EC The Popular (But Risky) Habit Of Cherry-Picking Economic Data For Business-Cycle Analysis

Fed Chairwoman Janet Yellen’s Senate testimony yesterday suggested that the central bank is still on track to hike rates later this year, courtesy of the stronger economic trend. But the big day may arrive later than previously assumed. It’s all about the data. “Provided that labor market conditions continue to improve,” the Fed will raise rates when it’s “reasonably confident that inflation will move back over the medium term toward our 2% objective,” she advised. But while the official line tells us to prepare for policy tightening at some point, there’s more talk in some corners that the business cycle is looking shaky again. Huh?

Recent housing data is the leading example at the moment, including yesterday’s monthly update on housing prices via the December report for the S&P/Case-Shiller Home Price Indices. Although prices for the widely followed 20-city index rose through the end of 2014 at a moderate pace and beat expectations, David Blitzer, chairman of the index committee at S&P Dow Jones that publishes the figures, says that “the housing recovery is faltering.” He explains that

While prices and sales of existing homes are close to normal, construction and new home sales remain weak. Before the current business cycle, any time housing starts were at their current level of about one million at annual rates, the economy was in a recession.

Blitzer adds that the soft housing data has been accompanied by “favorable conditions elsewhere in the economy: strong job growth, a declining unemployment rate, continued low interest rates and positive consumer confidence.”

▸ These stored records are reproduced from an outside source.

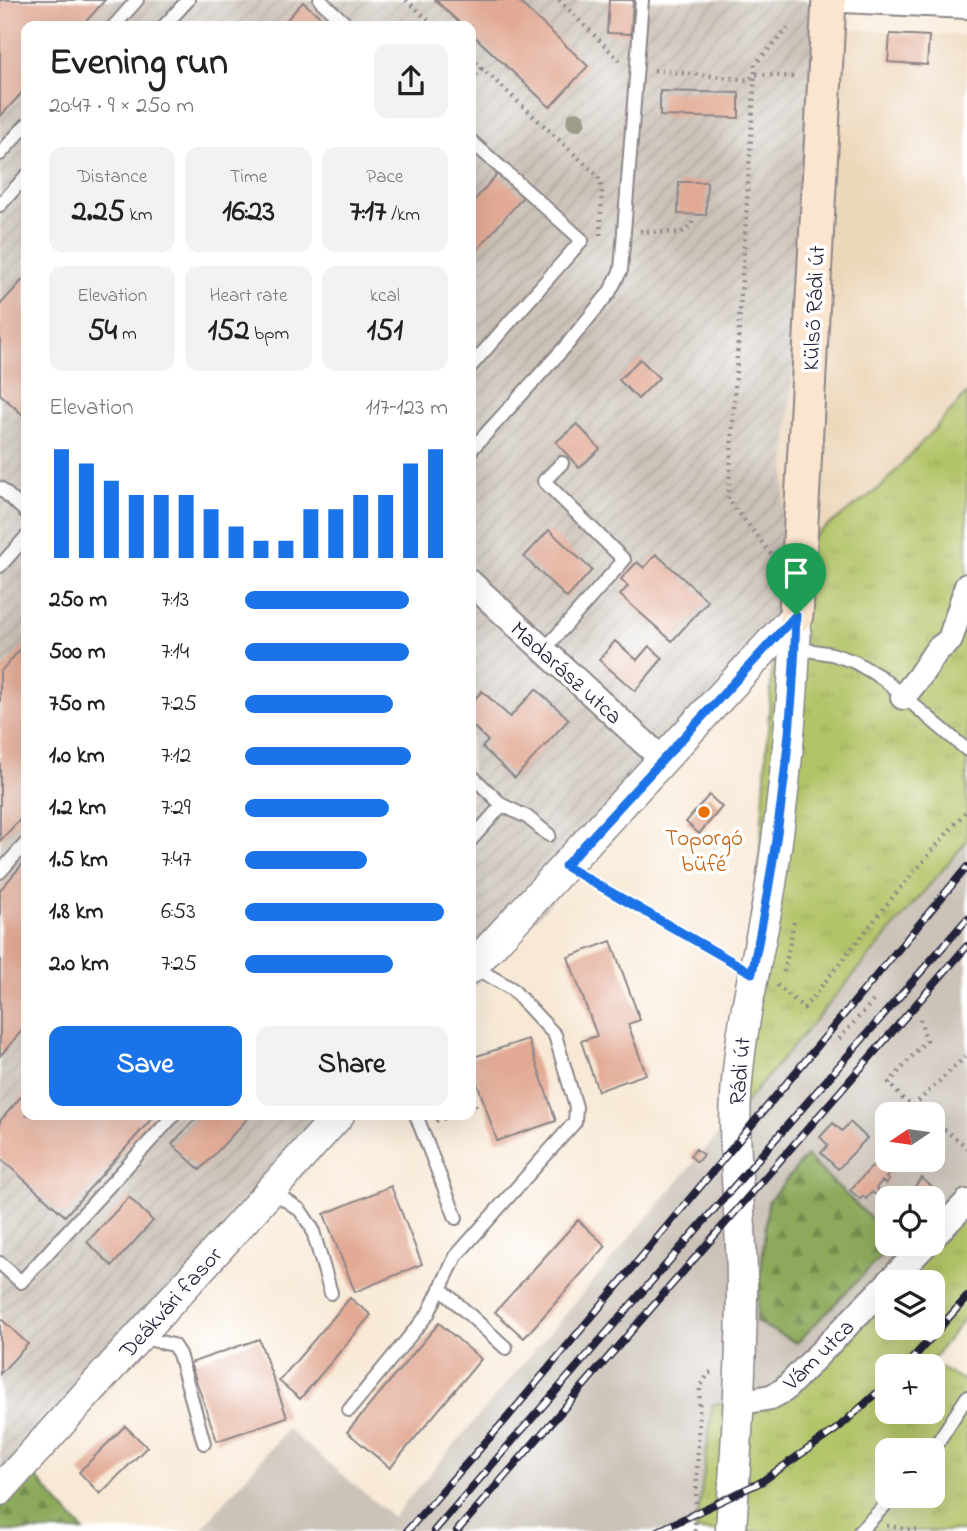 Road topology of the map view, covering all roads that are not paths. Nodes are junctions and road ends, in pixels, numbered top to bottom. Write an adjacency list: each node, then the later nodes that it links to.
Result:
1 (138, 0): 8 (lane)
2 (188, 0): 9 (lane)
3 (320, 0): 10 (lane)
4 (642, 0): 17 (lane)
5 (829, 0): 25 (main road, Külső Rádi út)
6 (843, 0): 7 (street)
7 (967, 6)
8 (119, 21)
9 (169, 21)
10 (343, 21)
11 (21, 131): 13 (lane)
12 (476, 145): 16 (lane)
13 (0, 154)
14 (21, 182): 15 (lane)
15 (0, 205)
16 (476, 360)
17 (476, 445)
18 (562, 463): 27 (lane)
19 (0, 488): 20 (lane)
20 (21, 507)
21 (21, 543): 22 (lane)
22 (0, 566)
23 (967, 586): 28 (street)
24 (476, 588): 27 (street, Madarász utca)
25 (796, 615): 26 (street, Rádi út); 30 (street)
26 (795, 648): 28 (lane); 55 (street, Rádi út)
27 (543, 652): 30 (street, Madarász utca)
28 (903, 697): 29 (lane)
29 (967, 750)
30 (663, 760): 37 (street)
31 (476, 780): 32 (lane)
32 (502, 805): 33 (lane); 34 (lane)
33 (476, 834)
34 (550, 835)
35 (21, 849): 36 (lane)
36 (0, 872)
37 (476, 961)
38 (476, 969): 49 (lane)
39 (169, 1120): 47 (lane)
40 (334, 1120): 42 (street, Deákvári fasor)
41 (419, 1120): 44 (lane)
42 (271, 1190): 50 (lane); 52 (street, Deákvári fasor)
43 (967, 1202): 45 (street)
44 (456, 1218)
45 (945, 1225)
46 (914, 1256): 48 (street, Vám utca)
47 (0, 1263)
48 (901, 1270)
49 (440, 1288): 53 (lane); 56 (lane)
50 (331, 1293)
51 (875, 1296): 55 (street, Vám utca)
52 (139, 1337): 58 (lane); 59 (street, Deákvári fasor)
53 (506, 1348)
54 (967, 1398): 57 (lane)
55 (737, 1403): 62 (street, Rádi út)
56 (349, 1410)
57 (941, 1438)
58 (204, 1443)
59 (0, 1490)
60 (882, 1508): 61 (lane)
61 (864, 1527)
62 (731, 1531)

But there are other dark clouds that, for some, look ominous. A Bloomberg story this week, for instance, noted:

A gauge of growth rates for raw materials including cattle hides, tallow, plywood and burlap has been signaling economic contraction since September. The last time the growth rate of the JoC-ECRI Industrial Materials Price Index was falling to these levels, the world was mired in recession. At the same time, the price-tracking Bloomberg Commodity Index is near a 12-year low, with bear markets for more than half of the 22 items it measures.